Research In Motion needs to get things moving in order to keep existing BlackBerry users with its platform, new research warns.
Market research firm Crowd Science states 40 percent of BlackBerry users may already be willing to make the move to an iPhone, with a third of BlackBerry users also willing to make a move to Android.
Researchers also found Android users rivaling iPhone users in loyalty, with about 90% of each user group planning to stick with their current brand when buying their next phone.
Asked specifically if they’d swap their present phone for Google’s new Android-based Nexus One, 32% of Blackberry users said “yes,” compared with just 9% of iPhone users. This figure zoomed to 60% for users of smartphones not made by Blackberry or Apple.
“These results show that the restlessness of Blackberry users with their current brand hasn’t just been driven by the allure of iPhone,” said John Martin, CEO of Crowd Science. “Rather, Blackberry as a brand just isn’t garnering the loyalty seen with other mobile operating systems.”
Android users are also revealed to be younger and less affluent than iPhone and Blackberry users. iPhone users being significantly more likely to pay for apps, Android users leading in free apps, and Blackbery users far behind on both fronts.

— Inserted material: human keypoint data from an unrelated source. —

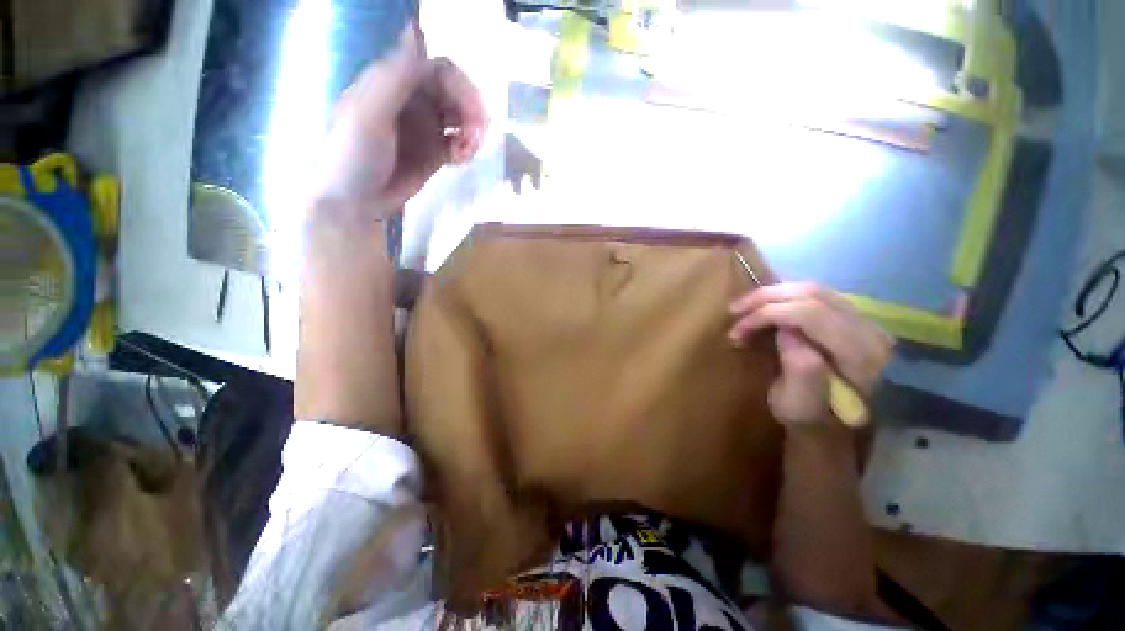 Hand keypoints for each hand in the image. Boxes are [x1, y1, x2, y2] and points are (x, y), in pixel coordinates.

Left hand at [313, 23, 487, 218]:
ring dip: (472, 132)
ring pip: (461, 119)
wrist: (353, 202)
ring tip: (469, 152)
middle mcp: (414, 101)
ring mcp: (425, 129)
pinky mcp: (433, 154)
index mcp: (395, 83)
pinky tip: (462, 160)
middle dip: (472, 113)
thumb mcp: (370, 113)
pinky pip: (458, 144)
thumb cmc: (354, 155)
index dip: (462, 87)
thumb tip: (415, 28)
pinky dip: (466, 149)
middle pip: (455, 94)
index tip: (476, 115)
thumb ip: (395, 76)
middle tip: (479, 137)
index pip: (440, 70)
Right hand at [728, 283, 892, 425]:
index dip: (768, 313)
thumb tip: (785, 330)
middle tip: (734, 311)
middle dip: (765, 298)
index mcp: (860, 355)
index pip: (810, 313)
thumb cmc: (809, 417)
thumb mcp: (798, 404)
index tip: (737, 328)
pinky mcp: (851, 317)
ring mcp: (863, 320)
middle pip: (811, 293)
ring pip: (812, 288)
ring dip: (772, 295)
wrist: (831, 422)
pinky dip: (783, 297)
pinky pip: (813, 294)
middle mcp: (869, 330)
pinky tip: (764, 306)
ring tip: (745, 307)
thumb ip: (800, 369) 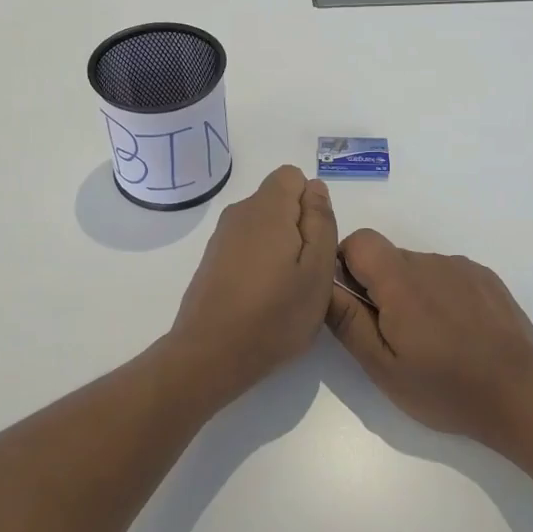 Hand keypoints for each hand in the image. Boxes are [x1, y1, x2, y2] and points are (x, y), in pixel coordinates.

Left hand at [166, 165, 338, 395]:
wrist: (211, 355)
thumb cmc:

Android users and iPhone users were found much more likely than Blackberry users to use their phones only for personal use (32 percent, 28 percent and 16 percent respectively). On the other hand, 7 percent of Blackberry users use their phone only for business, with that category of user minimal with iPhone (1 percent) and non-existent in the Android base.
However, all may not be so well in Android land. Not only has the move to introduce the mobile OS caused deep rivalry with former ally, Apple, but it seems sales of the flagship Nexus One Android-powered device may be flagging.
Mobile analytics company Flurry estimates that after 74 days on the market, Google has sold just 135,000 Nexus Ones. That compares with Droid’s 1.05 million sales and the iPhone’s 1 million sales within the first 74-days.